Aug 24th 2013 | JAKARTA |From the print edition

HOW quickly the mood can turn. Barely a year ago Indonesia was the toast of emerging-market investors. The country revelled in the world’s demand for its vast reserves of coal, oil and other resources, and celebrated with a consumer boom: economic growth clipped along at over 6%. Politics was stable, macroeconomic policy sound. Foreign investors were scrabbling to get into a market of 240m people and apparently boundless potential.Today things look different. Investors are spooked by economic concerns. Growth is slowing, even as inflation heads up. In the second quarter GDP growth slowed to 5.8%, and it will certainly undershoot the government’s target of 6.3% for the year. Inflation, meanwhile, rose to 8.6% in July. Financial markets have taken a battering. After falling by 7.7% over three days, the benchmark stockmarket index is down by a fifth from its record high in May. The rupiah, a dismal regional performer of late, is at its lowest level against the dollar in four years. Foreigners have sold $1.4 billion of government bonds since June.

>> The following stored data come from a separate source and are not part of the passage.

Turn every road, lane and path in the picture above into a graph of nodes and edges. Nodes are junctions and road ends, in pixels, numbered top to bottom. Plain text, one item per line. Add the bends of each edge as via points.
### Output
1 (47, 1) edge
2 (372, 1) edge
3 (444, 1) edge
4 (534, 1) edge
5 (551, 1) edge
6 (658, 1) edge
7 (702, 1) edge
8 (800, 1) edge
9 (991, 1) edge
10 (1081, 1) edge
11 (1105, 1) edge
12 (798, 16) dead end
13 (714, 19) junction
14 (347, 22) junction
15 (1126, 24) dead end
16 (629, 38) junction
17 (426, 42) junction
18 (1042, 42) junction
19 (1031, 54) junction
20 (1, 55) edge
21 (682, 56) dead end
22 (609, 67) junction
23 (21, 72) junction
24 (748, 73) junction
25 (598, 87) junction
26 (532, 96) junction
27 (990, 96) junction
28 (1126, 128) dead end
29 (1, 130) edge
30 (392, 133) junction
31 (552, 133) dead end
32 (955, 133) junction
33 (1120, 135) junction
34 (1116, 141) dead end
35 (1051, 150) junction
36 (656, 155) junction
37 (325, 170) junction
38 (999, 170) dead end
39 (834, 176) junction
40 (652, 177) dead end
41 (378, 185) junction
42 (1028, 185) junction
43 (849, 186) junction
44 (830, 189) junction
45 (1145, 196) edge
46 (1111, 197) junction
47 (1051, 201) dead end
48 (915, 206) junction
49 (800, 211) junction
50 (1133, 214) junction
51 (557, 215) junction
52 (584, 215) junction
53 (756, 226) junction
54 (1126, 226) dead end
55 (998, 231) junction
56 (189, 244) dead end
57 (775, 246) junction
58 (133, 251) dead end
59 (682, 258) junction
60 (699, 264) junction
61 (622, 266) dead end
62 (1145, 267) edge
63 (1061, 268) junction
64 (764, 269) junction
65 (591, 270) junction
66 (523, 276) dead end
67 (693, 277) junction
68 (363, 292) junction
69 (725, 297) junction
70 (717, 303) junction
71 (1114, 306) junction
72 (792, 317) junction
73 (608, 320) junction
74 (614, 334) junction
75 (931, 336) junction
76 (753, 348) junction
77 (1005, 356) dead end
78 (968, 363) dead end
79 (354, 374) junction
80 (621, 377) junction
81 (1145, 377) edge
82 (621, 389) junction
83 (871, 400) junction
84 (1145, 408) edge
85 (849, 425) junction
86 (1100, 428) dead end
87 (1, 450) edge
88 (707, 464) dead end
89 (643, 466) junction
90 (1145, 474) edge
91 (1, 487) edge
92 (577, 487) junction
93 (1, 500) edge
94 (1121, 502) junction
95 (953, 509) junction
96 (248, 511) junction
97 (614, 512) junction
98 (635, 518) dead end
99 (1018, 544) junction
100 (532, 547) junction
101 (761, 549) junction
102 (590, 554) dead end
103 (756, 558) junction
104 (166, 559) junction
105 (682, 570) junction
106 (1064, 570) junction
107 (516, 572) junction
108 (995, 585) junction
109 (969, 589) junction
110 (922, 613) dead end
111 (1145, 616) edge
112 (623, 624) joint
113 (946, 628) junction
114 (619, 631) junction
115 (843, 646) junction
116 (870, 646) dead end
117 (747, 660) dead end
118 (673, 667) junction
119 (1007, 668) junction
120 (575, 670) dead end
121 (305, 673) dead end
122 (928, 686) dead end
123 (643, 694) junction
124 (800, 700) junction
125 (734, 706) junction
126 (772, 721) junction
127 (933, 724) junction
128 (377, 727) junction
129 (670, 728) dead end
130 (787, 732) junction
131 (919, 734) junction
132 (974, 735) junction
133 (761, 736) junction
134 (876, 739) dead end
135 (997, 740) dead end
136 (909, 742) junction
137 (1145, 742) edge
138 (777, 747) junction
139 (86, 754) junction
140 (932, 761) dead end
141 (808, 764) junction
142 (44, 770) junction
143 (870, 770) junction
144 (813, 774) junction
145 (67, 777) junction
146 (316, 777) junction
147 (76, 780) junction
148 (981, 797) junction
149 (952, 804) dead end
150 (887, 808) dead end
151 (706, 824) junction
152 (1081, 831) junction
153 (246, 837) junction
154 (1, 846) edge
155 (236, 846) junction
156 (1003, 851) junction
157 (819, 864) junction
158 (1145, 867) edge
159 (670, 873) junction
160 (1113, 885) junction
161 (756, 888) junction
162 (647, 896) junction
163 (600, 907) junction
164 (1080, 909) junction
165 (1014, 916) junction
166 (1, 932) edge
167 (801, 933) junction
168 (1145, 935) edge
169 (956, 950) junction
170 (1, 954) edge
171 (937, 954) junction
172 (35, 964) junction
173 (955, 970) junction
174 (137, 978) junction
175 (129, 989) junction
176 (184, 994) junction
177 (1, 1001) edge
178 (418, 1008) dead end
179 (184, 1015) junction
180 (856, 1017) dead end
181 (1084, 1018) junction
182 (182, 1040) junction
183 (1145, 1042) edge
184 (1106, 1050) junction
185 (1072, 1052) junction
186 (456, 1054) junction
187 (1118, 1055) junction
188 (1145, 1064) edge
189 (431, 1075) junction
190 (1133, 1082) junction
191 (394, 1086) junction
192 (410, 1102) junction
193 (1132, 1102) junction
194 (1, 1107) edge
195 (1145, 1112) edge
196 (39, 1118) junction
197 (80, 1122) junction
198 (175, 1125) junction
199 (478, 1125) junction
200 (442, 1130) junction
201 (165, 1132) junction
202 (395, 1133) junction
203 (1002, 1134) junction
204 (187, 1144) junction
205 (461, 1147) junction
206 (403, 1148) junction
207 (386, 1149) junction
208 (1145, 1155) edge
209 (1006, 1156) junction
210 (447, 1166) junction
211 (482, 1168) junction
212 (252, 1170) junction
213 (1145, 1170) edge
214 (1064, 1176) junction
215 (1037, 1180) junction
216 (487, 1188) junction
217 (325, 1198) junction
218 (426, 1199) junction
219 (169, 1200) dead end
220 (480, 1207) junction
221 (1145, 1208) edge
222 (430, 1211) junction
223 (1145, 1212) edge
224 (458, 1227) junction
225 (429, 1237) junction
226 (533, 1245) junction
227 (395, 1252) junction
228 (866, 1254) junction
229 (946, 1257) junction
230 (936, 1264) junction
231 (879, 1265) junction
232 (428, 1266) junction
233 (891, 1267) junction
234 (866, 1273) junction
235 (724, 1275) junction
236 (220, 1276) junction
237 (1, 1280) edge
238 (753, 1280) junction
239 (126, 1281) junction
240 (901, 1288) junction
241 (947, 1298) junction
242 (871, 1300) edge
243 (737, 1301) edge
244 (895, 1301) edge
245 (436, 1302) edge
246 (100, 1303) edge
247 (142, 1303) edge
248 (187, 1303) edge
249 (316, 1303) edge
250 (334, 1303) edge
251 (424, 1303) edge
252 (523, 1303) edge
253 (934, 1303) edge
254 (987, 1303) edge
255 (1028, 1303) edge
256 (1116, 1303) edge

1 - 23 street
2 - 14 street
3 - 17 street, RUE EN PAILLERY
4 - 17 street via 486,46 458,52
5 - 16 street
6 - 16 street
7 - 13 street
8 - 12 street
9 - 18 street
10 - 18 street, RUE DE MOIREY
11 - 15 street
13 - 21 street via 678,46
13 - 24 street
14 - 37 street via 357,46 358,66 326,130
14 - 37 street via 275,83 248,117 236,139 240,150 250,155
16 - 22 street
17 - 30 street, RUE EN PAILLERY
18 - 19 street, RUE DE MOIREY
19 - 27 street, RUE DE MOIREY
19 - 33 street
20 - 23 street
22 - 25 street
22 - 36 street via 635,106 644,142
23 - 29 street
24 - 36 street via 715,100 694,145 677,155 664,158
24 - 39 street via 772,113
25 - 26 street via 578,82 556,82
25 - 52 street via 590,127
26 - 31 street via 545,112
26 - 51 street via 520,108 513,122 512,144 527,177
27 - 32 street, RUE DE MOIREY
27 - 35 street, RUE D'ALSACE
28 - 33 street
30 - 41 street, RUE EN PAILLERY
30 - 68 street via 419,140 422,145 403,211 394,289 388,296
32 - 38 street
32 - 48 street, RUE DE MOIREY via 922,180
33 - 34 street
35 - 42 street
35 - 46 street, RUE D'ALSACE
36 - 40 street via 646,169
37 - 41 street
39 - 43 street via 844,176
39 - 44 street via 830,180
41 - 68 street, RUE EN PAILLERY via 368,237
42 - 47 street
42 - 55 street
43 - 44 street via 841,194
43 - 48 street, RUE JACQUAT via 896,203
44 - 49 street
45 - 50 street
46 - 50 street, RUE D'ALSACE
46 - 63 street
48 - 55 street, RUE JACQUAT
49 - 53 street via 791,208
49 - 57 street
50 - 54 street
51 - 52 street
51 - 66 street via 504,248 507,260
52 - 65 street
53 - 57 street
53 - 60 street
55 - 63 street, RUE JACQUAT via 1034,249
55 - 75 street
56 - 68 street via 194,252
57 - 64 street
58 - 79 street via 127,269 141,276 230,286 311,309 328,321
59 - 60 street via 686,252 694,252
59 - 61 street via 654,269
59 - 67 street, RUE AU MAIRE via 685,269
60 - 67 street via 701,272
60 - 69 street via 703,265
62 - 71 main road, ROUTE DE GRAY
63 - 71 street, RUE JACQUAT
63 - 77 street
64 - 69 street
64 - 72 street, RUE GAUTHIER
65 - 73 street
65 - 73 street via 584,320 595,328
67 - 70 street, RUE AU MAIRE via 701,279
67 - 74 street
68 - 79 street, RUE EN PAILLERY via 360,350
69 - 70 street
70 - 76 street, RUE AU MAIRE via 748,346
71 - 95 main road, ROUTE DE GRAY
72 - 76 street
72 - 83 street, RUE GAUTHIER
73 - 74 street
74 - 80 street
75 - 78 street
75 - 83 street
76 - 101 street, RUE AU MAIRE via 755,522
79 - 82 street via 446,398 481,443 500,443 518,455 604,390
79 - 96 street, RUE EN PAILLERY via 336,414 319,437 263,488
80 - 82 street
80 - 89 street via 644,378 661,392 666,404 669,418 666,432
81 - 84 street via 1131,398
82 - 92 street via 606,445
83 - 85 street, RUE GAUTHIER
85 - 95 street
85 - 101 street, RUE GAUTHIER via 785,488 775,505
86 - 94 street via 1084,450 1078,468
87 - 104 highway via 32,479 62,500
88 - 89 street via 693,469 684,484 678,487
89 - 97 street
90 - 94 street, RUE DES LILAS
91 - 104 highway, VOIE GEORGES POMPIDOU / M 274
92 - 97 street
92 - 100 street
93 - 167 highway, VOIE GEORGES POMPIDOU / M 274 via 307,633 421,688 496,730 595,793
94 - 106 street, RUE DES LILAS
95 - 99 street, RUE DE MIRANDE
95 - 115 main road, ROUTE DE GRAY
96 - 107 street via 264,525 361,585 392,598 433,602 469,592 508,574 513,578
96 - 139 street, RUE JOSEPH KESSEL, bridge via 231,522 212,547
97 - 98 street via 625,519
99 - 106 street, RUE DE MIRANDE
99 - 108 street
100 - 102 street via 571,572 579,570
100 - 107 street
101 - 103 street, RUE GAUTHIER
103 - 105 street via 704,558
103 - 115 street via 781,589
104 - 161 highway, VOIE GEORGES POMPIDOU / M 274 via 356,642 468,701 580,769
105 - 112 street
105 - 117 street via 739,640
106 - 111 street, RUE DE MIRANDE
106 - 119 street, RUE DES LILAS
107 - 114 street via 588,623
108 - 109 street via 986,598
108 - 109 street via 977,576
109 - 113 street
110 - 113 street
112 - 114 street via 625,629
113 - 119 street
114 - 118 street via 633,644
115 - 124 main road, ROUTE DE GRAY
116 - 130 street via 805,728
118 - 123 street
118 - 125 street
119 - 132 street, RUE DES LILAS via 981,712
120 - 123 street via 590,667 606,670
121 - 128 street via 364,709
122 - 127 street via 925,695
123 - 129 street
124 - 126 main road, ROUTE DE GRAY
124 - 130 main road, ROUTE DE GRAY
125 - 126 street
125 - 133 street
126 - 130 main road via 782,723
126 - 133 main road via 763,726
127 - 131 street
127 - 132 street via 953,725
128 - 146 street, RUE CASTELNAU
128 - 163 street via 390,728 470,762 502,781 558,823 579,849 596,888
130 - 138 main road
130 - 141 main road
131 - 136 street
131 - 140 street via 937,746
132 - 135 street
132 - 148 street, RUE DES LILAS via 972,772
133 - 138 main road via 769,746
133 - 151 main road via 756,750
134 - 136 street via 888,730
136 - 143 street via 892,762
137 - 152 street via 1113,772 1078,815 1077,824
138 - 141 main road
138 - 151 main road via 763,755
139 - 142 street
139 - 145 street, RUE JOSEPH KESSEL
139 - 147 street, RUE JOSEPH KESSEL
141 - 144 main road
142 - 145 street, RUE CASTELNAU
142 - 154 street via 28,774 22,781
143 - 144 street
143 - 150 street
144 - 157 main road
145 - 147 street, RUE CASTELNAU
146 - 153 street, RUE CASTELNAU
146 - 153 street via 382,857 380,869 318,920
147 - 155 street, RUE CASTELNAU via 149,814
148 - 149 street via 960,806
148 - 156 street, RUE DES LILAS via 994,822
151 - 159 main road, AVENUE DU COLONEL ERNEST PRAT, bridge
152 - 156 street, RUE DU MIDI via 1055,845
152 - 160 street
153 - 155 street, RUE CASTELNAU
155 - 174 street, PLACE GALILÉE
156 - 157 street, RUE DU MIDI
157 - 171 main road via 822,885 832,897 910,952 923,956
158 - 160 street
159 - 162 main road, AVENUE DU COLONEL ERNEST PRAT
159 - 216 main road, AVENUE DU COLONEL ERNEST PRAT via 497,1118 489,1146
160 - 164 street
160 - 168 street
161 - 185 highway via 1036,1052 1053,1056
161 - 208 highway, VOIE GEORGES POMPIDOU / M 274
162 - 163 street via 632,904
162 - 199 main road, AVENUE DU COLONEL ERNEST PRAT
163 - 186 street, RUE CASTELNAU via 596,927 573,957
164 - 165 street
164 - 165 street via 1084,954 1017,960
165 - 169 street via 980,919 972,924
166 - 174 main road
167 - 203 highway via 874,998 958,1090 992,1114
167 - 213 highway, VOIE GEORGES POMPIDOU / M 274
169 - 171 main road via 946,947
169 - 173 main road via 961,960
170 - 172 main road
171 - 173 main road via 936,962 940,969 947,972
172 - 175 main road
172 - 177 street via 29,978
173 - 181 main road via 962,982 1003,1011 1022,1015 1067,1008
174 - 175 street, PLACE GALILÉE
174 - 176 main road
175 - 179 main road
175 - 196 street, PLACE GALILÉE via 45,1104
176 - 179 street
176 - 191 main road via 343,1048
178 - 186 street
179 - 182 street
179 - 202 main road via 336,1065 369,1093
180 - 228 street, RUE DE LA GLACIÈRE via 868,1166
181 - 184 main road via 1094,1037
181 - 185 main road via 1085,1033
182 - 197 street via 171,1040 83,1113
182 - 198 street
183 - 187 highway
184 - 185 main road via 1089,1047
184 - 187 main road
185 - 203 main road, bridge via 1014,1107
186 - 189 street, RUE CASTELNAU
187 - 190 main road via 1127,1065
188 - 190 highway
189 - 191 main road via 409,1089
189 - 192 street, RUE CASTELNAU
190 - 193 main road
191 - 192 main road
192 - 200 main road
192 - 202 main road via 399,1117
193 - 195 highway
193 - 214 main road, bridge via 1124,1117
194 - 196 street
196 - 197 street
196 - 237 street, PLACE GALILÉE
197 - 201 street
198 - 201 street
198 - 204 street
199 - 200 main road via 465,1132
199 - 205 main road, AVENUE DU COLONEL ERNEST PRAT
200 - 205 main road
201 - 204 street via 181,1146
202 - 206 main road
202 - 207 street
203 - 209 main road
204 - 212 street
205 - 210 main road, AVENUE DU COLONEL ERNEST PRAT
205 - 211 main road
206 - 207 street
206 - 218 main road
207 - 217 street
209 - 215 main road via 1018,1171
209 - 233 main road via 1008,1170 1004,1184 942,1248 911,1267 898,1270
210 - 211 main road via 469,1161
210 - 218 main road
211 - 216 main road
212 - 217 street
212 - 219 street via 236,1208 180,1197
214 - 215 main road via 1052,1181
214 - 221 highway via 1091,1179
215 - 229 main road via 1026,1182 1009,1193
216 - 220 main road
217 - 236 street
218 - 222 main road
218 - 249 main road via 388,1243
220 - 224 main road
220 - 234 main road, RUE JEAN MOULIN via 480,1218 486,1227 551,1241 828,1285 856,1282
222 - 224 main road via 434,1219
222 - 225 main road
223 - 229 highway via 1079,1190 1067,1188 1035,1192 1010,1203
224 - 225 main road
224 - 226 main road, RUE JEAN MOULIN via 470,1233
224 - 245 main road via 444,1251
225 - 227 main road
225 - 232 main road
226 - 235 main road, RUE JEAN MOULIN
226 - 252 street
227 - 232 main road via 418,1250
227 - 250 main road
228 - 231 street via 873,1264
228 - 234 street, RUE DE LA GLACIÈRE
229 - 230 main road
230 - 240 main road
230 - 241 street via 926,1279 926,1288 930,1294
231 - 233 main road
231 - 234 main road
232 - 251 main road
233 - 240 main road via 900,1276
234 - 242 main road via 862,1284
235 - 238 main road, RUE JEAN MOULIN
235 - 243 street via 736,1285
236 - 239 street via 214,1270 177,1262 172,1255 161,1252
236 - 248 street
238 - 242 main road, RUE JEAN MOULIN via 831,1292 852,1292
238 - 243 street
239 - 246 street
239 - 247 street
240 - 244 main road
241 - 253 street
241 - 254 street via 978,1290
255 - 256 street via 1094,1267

After a good run, many Indonesians have been caught out by the sudden turn. Yet bewilderment has not turned to panic. Some think that Indonesia is merely being caught in a more general sell-off of Asian shares and currencies, prompted by fears that America’s Federal Reserve will soon end its policy of ultra-cheap money. Economists also argue that much of the recent bad news about the economy is just temporary. For instance, inflation has jumped mainly because the recent removal of fuel subsidies led to a one-off rise in the cost of petrol. Inflation, they say, should soon fall back to 5%.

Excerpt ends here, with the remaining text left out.